* [HOW TO COMPLETE THIS TASK]: Scan the records below, and wherever a line has the word "wrist", pull it out.

* [SUPPLIED DATA]:
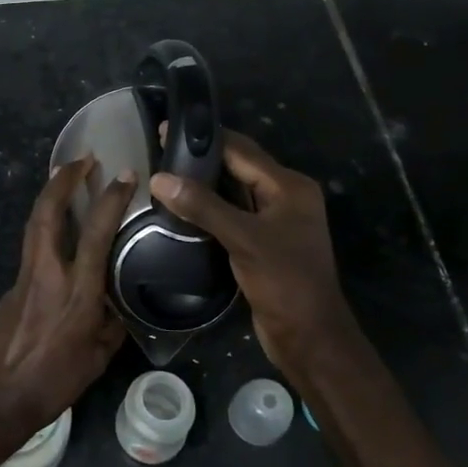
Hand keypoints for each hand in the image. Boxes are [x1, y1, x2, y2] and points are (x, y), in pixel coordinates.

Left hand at [0, 156, 135, 445]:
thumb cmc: (54, 382)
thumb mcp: (99, 358)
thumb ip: (111, 325)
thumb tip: (118, 307)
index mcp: (77, 291)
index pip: (96, 233)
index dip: (110, 199)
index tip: (124, 174)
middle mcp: (48, 273)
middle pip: (48, 212)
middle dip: (63, 180)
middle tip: (81, 159)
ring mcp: (24, 276)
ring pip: (34, 223)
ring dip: (50, 196)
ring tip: (66, 180)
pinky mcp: (11, 286)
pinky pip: (31, 246)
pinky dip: (44, 226)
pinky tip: (57, 232)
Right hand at [149, 131, 361, 381]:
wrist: (308, 336)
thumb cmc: (284, 281)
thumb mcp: (243, 238)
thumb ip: (203, 206)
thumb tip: (159, 178)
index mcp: (289, 187)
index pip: (242, 150)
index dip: (205, 139)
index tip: (167, 129)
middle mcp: (285, 197)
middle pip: (238, 167)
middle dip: (202, 159)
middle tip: (160, 150)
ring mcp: (275, 221)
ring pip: (234, 192)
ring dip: (204, 184)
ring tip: (164, 174)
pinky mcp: (263, 243)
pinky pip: (232, 215)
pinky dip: (209, 208)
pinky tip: (181, 208)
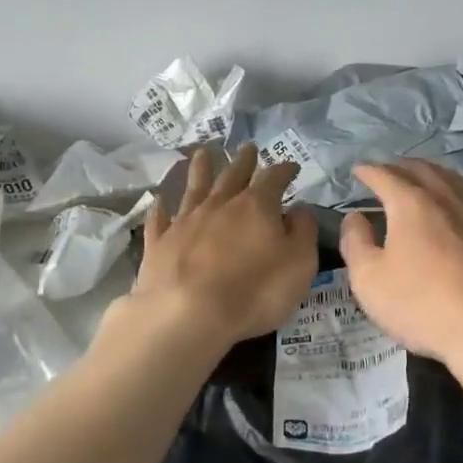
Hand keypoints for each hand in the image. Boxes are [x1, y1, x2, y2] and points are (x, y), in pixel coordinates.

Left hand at [130, 143, 318, 348]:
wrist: (187, 315)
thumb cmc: (254, 291)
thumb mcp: (299, 264)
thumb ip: (303, 232)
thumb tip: (299, 209)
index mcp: (257, 206)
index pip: (274, 178)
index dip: (284, 170)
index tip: (291, 166)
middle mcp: (220, 204)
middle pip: (233, 175)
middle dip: (243, 161)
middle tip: (248, 147)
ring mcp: (185, 221)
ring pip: (195, 187)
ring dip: (200, 169)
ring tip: (202, 154)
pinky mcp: (159, 243)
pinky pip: (160, 219)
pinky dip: (161, 208)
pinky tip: (159, 201)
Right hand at [338, 160, 462, 368]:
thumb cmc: (422, 305)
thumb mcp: (369, 280)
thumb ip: (355, 242)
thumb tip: (355, 218)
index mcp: (412, 203)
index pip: (385, 175)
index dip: (368, 171)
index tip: (358, 171)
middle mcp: (448, 197)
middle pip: (422, 169)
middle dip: (400, 167)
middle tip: (387, 172)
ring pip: (453, 180)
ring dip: (432, 175)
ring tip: (422, 180)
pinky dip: (458, 195)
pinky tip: (459, 208)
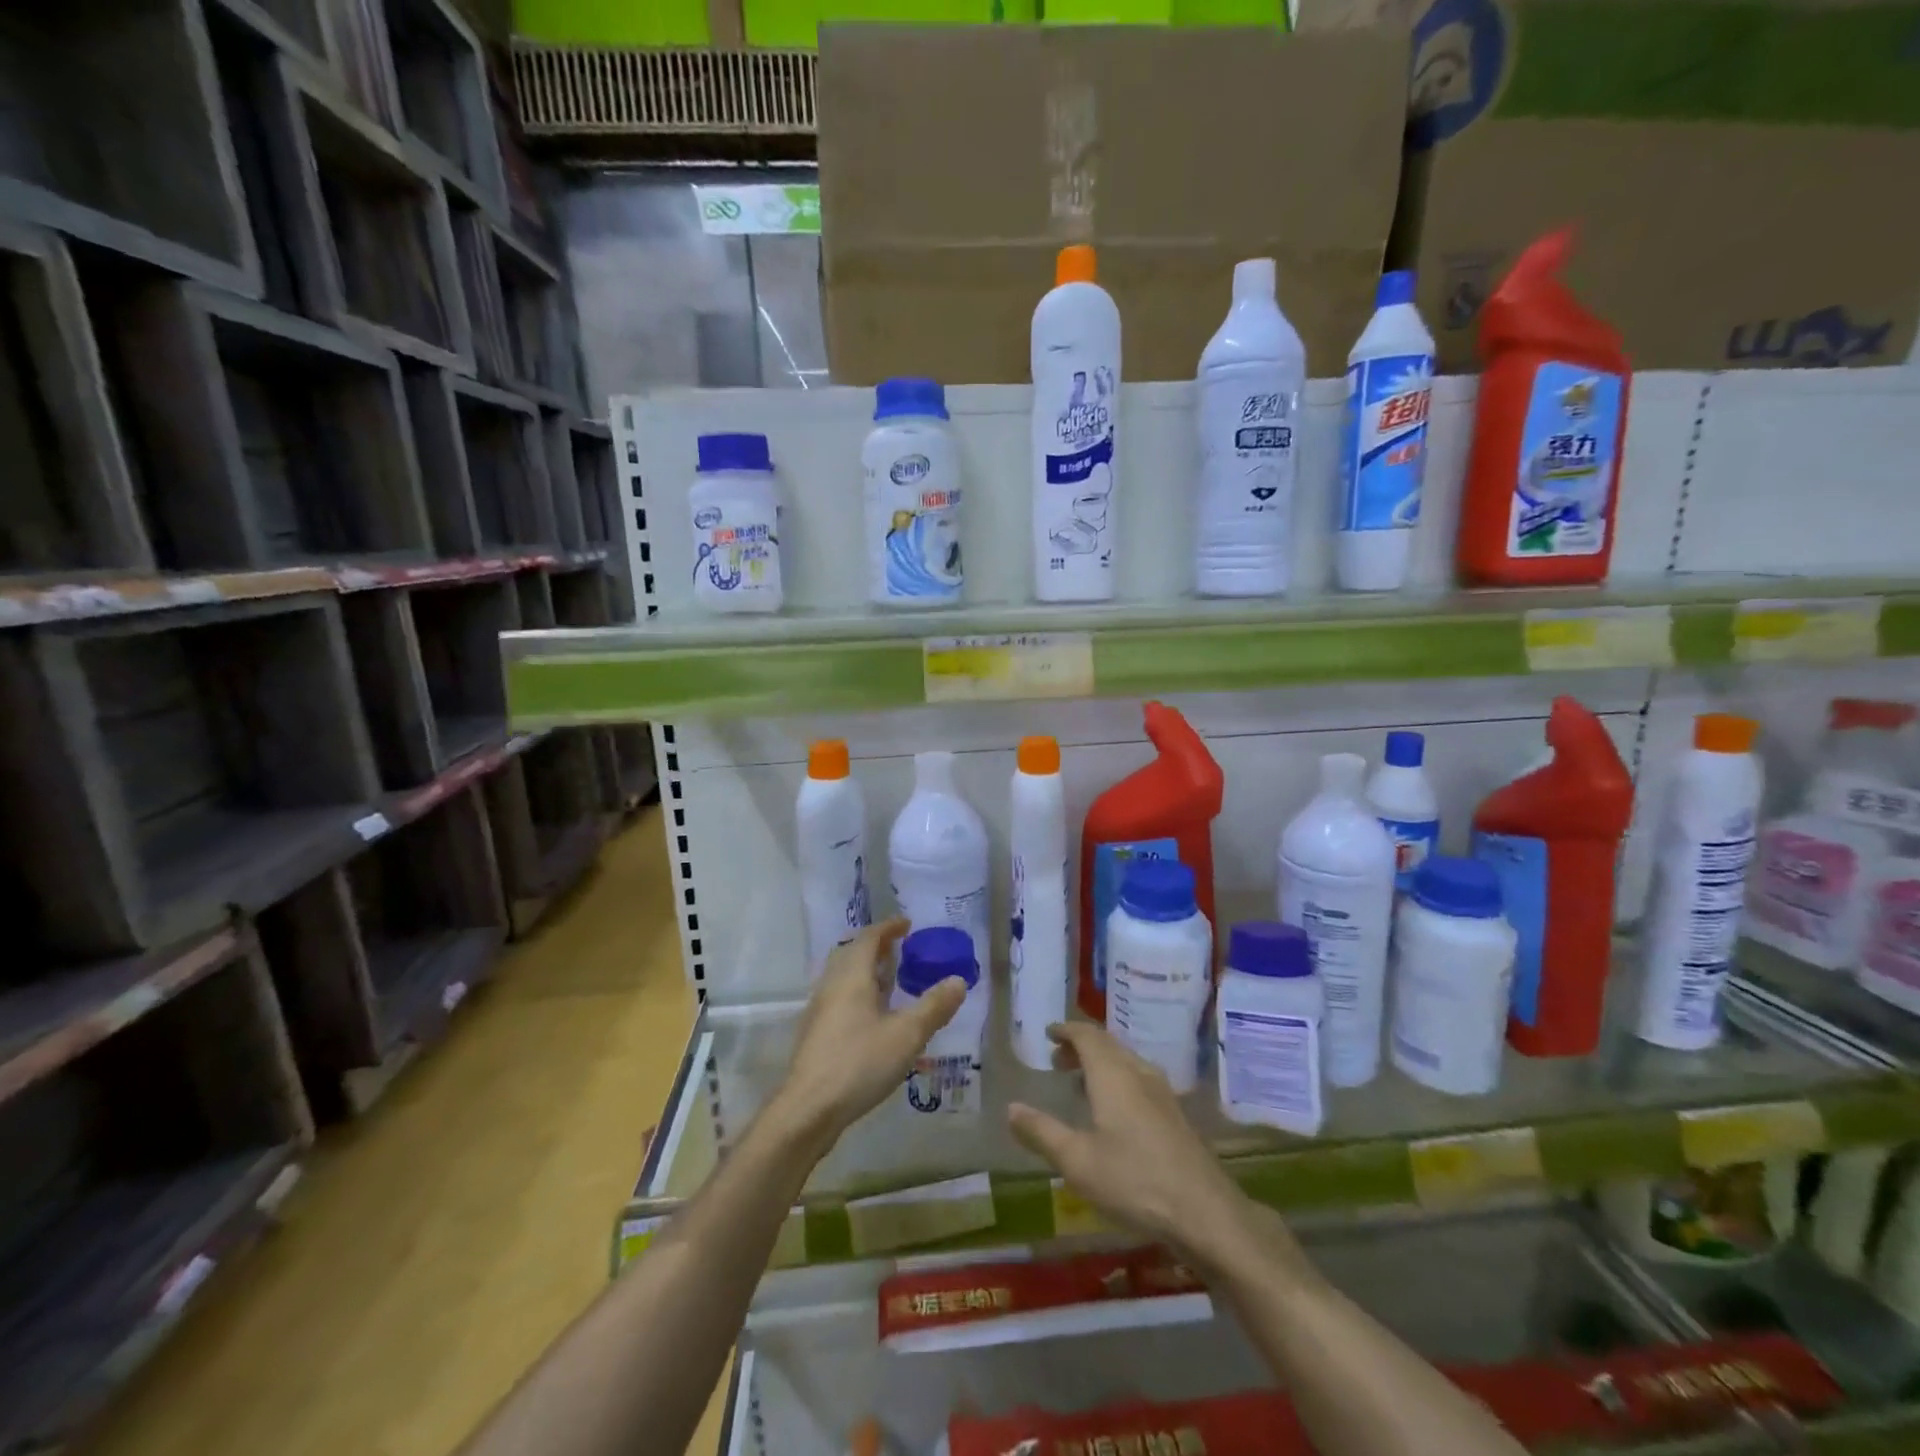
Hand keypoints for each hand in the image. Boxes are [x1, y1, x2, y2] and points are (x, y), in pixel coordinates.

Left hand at [778, 919, 967, 1151]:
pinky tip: (874, 1018)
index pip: (868, 938)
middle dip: (875, 947)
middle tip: (900, 950)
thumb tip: (958, 980)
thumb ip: (933, 1006)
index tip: (907, 924)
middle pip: (850, 953)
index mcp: (851, 976)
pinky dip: (858, 994)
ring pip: (843, 977)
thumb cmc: (859, 1063)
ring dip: (866, 971)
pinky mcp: (816, 1034)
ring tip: (891, 981)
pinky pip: (839, 999)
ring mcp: (819, 1011)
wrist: (809, 1109)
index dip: (888, 927)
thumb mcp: (906, 1035)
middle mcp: (831, 986)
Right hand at [1007, 1023, 1259, 1266]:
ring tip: (1080, 1082)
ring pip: (1126, 1061)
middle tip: (1057, 1059)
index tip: (1049, 1033)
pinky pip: (1139, 1079)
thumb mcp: (1078, 1162)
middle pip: (1107, 1045)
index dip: (1066, 1031)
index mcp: (1112, 1074)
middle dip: (1081, 1046)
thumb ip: (1042, 1132)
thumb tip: (1011, 1108)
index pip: (1087, 1036)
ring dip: (1100, 1063)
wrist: (1205, 1212)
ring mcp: (1162, 1092)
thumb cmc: (1134, 1181)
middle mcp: (1138, 1073)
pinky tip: (1114, 1110)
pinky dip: (1118, 1079)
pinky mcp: (1175, 1114)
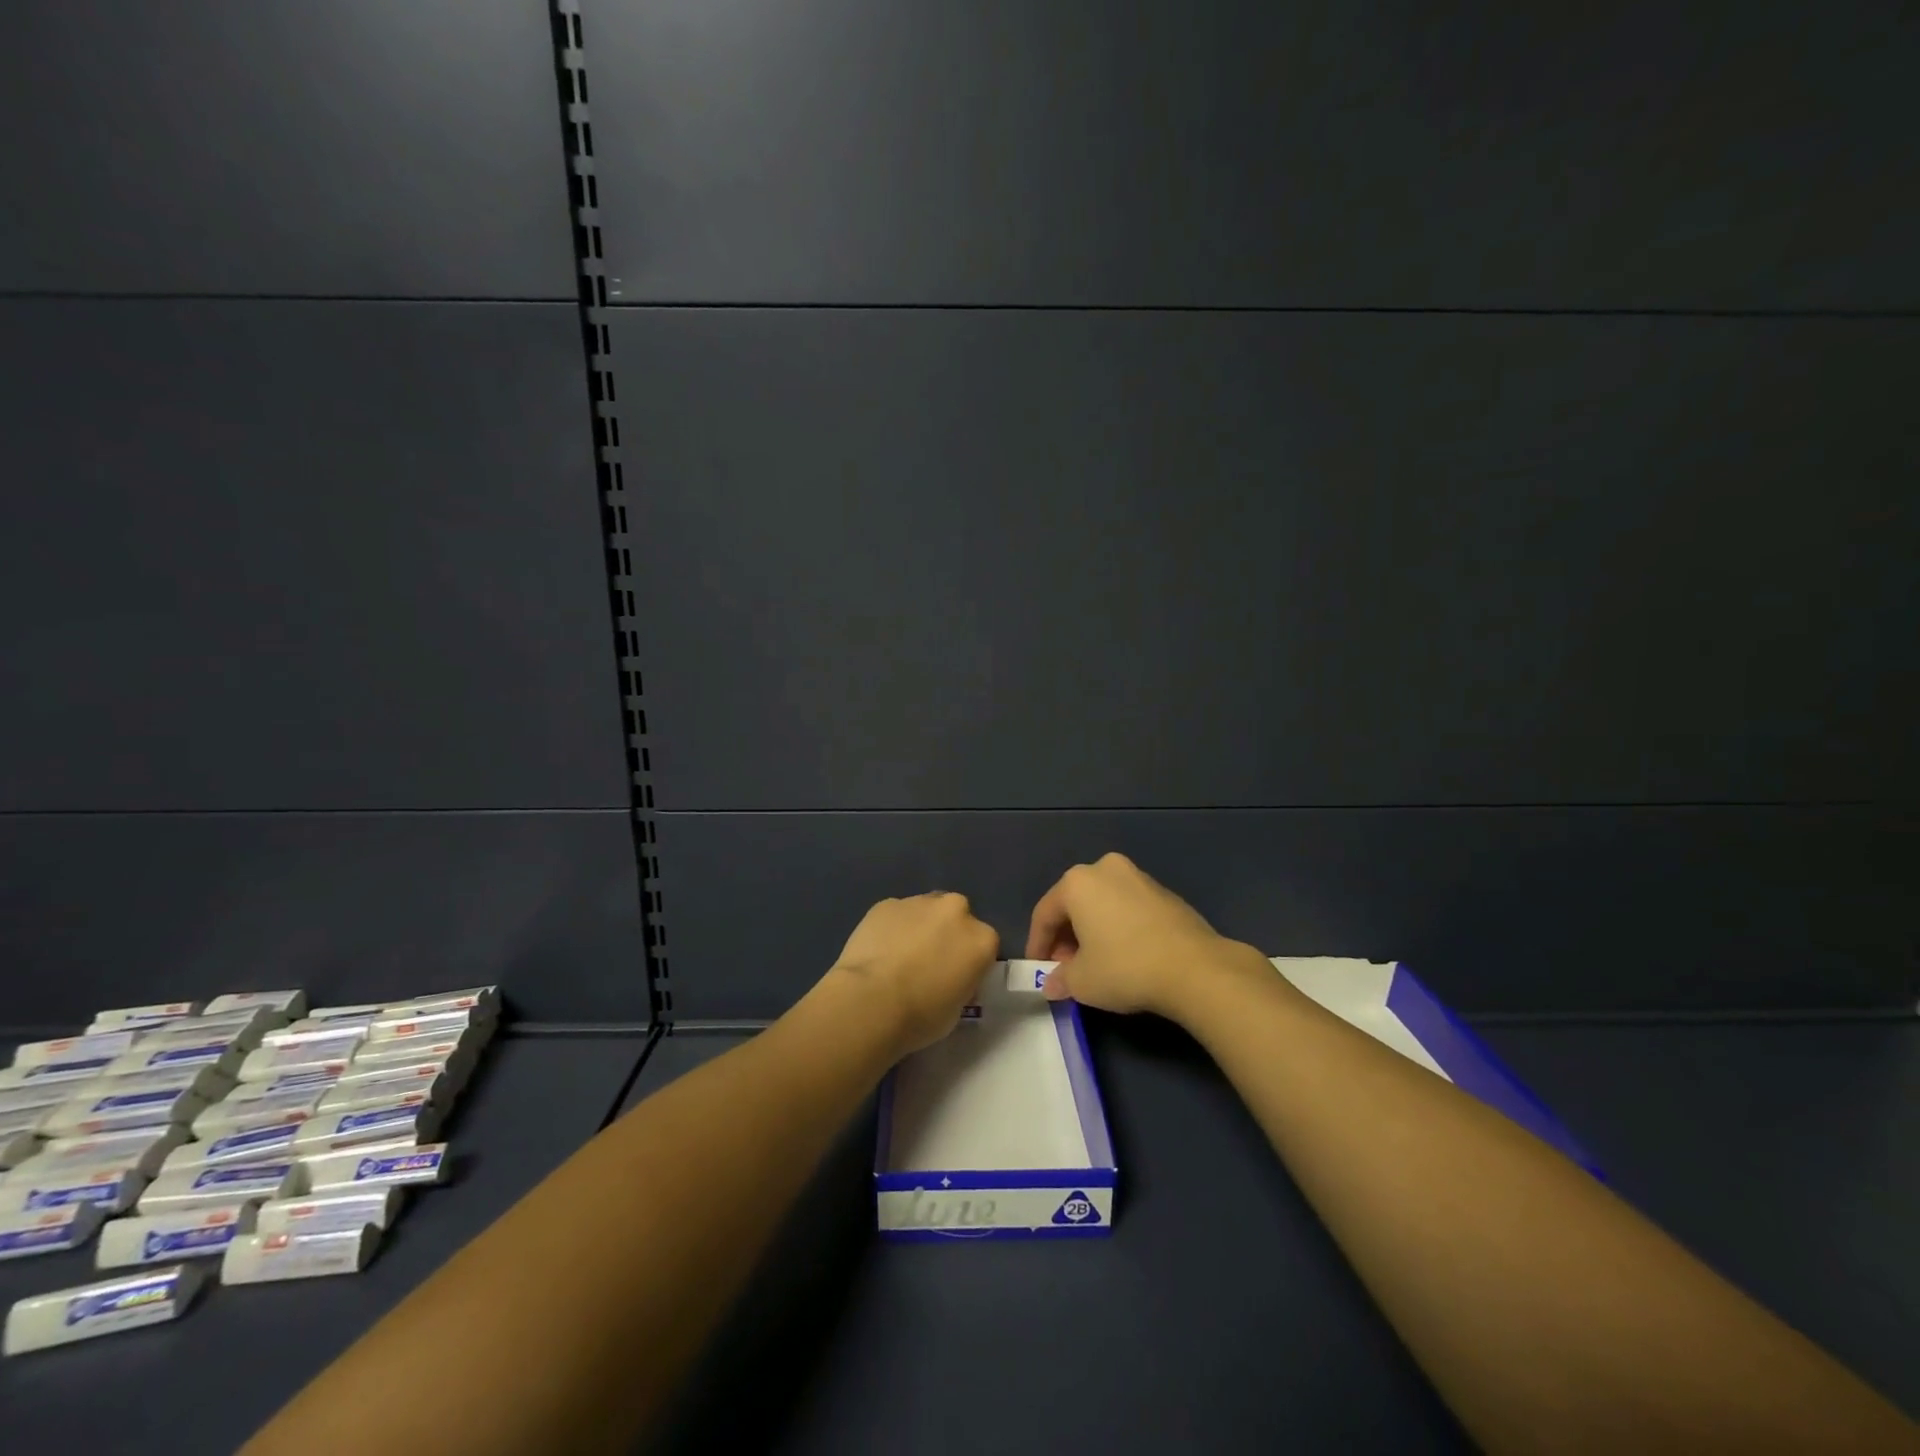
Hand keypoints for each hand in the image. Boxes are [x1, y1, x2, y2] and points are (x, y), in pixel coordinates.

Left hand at [829, 892, 999, 1055]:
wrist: (870, 1002)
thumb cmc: (921, 1016)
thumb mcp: (958, 1009)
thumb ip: (961, 981)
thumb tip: (948, 975)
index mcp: (982, 939)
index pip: (983, 945)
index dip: (968, 961)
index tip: (954, 978)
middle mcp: (955, 910)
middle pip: (956, 917)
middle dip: (946, 934)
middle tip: (928, 963)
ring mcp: (919, 902)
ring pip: (925, 911)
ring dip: (918, 927)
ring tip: (898, 958)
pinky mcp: (886, 903)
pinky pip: (895, 914)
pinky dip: (891, 927)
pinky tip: (877, 951)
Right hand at [1027, 853, 1272, 1021]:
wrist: (1195, 968)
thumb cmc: (1125, 968)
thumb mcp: (1082, 982)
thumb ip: (1060, 979)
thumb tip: (1052, 984)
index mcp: (1077, 882)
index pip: (1045, 913)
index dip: (1038, 944)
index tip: (1037, 969)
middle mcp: (1105, 869)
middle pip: (1074, 904)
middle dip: (1066, 937)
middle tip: (1066, 968)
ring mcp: (1138, 877)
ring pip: (1102, 903)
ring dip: (1092, 931)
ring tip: (1095, 964)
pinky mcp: (1165, 892)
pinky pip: (1128, 908)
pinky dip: (1118, 927)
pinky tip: (1125, 955)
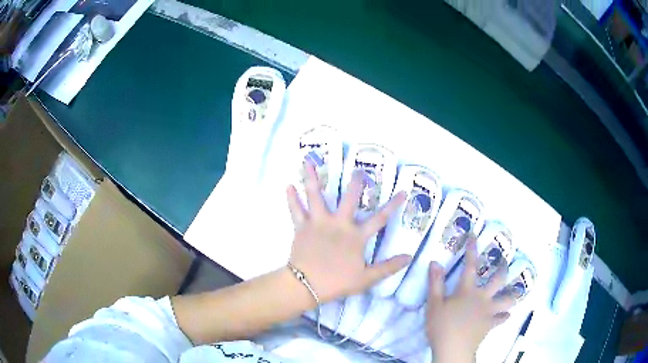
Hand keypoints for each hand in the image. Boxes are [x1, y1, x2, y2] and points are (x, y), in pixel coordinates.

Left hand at [286, 163, 411, 302]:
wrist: (306, 285)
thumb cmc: (337, 281)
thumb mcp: (366, 278)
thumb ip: (388, 267)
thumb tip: (409, 257)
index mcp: (356, 236)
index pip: (380, 218)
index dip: (393, 205)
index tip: (403, 191)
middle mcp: (339, 224)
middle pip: (349, 198)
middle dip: (356, 183)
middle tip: (359, 170)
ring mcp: (319, 223)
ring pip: (316, 196)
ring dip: (313, 178)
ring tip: (308, 161)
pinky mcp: (302, 226)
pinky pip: (296, 210)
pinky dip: (292, 198)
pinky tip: (288, 185)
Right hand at [426, 236, 516, 362]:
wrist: (453, 348)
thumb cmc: (442, 326)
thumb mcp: (434, 304)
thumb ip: (435, 283)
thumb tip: (435, 262)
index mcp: (467, 291)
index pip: (470, 266)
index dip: (472, 250)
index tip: (474, 236)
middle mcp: (482, 298)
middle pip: (498, 280)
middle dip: (503, 269)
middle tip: (505, 263)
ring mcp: (489, 311)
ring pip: (507, 299)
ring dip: (512, 294)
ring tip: (514, 291)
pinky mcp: (490, 324)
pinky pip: (501, 319)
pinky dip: (505, 316)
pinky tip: (507, 315)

* [RESPONSE FOR THIS EXERCISE]:
wrist: (308, 336)
wrist: (187, 315)
wrist: (809, 1109)
wrist: (1205, 1212)
wrist: (870, 1002)
wrist: (1195, 968)
wrist: (306, 285)
wrist: (453, 348)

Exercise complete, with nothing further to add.